_Task item_
Please copy every line of the data in which the string "highway" appears.
Entries shown section start
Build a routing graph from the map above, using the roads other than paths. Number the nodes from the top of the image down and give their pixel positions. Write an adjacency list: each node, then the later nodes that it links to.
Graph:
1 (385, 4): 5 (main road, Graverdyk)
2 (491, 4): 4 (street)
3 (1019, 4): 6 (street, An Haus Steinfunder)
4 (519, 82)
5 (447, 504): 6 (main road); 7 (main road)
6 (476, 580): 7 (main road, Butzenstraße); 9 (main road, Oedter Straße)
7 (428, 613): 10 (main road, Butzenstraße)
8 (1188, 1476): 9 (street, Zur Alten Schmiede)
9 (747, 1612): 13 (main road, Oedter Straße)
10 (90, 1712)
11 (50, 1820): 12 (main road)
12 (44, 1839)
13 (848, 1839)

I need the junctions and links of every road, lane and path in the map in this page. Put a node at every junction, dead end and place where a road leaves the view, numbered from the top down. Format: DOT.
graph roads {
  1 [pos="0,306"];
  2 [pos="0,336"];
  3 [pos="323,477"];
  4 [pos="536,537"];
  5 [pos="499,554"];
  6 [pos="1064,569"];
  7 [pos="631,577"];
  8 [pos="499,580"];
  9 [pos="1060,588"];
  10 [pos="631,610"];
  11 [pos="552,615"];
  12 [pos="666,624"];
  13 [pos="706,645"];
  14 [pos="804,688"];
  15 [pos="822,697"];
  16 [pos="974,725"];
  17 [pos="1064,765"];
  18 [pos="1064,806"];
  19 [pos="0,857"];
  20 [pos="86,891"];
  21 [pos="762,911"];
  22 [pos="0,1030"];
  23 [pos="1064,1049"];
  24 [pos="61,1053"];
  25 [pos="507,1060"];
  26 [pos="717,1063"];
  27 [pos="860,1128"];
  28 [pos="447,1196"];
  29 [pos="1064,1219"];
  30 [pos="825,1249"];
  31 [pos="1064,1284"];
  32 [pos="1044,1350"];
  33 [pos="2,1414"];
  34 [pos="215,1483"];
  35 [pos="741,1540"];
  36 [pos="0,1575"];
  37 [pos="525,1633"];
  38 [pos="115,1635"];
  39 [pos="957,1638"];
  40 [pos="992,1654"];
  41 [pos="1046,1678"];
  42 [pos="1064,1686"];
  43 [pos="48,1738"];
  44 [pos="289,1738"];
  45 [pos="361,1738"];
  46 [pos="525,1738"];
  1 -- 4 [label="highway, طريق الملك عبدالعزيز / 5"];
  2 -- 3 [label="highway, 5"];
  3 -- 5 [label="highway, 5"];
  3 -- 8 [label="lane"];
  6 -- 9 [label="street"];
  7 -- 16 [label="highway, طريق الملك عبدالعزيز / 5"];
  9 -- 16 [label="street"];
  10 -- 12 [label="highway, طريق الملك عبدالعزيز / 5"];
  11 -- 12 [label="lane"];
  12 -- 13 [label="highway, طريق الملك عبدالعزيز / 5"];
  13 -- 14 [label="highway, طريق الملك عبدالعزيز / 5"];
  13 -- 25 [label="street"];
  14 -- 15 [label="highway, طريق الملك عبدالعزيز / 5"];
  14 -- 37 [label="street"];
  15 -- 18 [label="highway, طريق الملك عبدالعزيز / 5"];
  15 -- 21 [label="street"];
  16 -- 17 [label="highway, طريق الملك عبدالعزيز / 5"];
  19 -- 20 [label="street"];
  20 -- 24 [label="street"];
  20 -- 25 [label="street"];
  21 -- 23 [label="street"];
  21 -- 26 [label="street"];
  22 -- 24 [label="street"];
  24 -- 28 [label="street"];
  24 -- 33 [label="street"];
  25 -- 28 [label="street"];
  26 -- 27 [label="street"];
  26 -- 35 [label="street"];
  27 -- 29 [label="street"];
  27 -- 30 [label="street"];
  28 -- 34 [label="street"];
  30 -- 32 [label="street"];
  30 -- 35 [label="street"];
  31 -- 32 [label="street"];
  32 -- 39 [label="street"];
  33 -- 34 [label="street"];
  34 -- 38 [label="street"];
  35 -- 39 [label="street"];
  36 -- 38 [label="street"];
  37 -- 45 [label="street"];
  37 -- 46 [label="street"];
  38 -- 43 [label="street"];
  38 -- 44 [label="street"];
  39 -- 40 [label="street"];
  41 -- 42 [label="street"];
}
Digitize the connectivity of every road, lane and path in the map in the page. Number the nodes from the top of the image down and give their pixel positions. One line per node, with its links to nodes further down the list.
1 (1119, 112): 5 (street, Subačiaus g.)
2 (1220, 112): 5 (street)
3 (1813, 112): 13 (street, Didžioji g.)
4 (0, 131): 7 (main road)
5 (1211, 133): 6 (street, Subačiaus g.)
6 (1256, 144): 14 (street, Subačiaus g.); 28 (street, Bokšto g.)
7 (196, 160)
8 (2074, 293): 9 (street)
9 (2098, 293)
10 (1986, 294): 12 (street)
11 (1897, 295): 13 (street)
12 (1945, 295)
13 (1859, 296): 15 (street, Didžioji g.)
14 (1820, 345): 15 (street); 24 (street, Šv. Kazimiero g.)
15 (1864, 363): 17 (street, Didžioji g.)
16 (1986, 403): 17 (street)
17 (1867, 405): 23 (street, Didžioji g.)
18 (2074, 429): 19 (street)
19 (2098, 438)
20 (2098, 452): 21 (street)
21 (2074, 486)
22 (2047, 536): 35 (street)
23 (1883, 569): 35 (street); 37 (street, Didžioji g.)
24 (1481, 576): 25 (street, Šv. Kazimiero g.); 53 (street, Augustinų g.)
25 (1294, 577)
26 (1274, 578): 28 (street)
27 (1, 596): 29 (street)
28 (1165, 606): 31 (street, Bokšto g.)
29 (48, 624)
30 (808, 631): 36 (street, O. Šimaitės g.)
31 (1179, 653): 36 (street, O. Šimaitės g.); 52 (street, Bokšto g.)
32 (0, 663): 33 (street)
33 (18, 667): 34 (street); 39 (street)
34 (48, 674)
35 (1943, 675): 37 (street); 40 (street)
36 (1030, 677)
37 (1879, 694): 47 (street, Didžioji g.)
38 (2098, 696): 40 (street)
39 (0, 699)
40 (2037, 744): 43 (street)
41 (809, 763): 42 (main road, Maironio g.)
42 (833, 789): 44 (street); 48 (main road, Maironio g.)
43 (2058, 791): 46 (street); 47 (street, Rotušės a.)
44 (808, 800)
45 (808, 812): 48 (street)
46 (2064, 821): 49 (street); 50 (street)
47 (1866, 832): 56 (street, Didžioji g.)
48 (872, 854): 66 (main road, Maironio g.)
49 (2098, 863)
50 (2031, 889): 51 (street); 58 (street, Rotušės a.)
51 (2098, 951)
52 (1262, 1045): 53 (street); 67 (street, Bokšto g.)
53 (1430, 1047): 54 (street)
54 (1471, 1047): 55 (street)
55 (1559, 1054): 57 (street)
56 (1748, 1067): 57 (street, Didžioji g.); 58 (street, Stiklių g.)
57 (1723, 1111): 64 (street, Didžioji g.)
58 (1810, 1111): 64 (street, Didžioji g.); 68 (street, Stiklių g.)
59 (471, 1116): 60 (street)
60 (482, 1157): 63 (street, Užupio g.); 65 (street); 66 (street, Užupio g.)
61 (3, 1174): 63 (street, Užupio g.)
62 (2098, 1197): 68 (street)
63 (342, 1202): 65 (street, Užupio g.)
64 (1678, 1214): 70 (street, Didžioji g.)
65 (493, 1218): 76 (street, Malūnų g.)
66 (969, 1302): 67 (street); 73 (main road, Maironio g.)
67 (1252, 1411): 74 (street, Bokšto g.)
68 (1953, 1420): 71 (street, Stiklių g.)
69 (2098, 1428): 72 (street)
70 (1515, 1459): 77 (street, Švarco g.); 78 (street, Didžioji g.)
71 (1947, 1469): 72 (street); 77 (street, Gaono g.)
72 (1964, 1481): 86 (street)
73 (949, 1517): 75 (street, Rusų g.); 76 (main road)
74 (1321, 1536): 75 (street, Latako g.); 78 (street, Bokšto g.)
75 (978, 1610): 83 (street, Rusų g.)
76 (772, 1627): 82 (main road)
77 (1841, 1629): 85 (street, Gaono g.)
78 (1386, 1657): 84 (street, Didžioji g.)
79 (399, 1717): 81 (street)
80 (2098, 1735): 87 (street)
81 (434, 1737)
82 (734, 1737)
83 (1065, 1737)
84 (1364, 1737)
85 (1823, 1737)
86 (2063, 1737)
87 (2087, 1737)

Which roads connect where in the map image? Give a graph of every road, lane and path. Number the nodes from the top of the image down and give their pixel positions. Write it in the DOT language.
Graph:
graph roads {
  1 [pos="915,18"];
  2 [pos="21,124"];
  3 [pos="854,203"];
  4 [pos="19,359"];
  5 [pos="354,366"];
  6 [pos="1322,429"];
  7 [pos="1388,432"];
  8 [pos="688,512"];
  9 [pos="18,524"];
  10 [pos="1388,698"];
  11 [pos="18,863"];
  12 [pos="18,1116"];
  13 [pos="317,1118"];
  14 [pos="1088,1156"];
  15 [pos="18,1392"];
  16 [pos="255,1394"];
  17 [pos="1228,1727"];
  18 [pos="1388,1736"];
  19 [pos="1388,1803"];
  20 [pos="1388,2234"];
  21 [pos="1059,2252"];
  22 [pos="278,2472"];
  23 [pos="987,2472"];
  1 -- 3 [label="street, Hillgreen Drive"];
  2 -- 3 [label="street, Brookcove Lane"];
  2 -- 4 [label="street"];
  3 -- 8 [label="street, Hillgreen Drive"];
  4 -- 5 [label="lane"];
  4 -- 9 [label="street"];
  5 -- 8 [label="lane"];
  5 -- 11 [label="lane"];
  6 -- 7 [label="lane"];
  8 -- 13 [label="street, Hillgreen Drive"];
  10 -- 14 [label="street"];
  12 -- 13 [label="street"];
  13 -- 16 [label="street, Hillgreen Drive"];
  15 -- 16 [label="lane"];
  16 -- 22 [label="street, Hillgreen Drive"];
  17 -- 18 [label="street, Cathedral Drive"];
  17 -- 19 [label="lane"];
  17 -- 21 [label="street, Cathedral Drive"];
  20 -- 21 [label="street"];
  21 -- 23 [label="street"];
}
Entries shown section end
_Response below_
  1 -- 4 [label="highway, طريق الملك عبدالعزيز / 5"];
  2 -- 3 [label="highway, 5"];
  3 -- 5 [label="highway, 5"];
  7 -- 16 [label="highway, طريق الملك عبدالعزيز / 5"];
  10 -- 12 [label="highway, طريق الملك عبدالعزيز / 5"];
  12 -- 13 [label="highway, طريق الملك عبدالعزيز / 5"];
  13 -- 14 [label="highway, طريق الملك عبدالعزيز / 5"];
  14 -- 15 [label="highway, طريق الملك عبدالعزيز / 5"];
  15 -- 18 [label="highway, طريق الملك عبدالعزيز / 5"];
  16 -- 17 [label="highway, طريق الملك عبدالعزيز / 5"];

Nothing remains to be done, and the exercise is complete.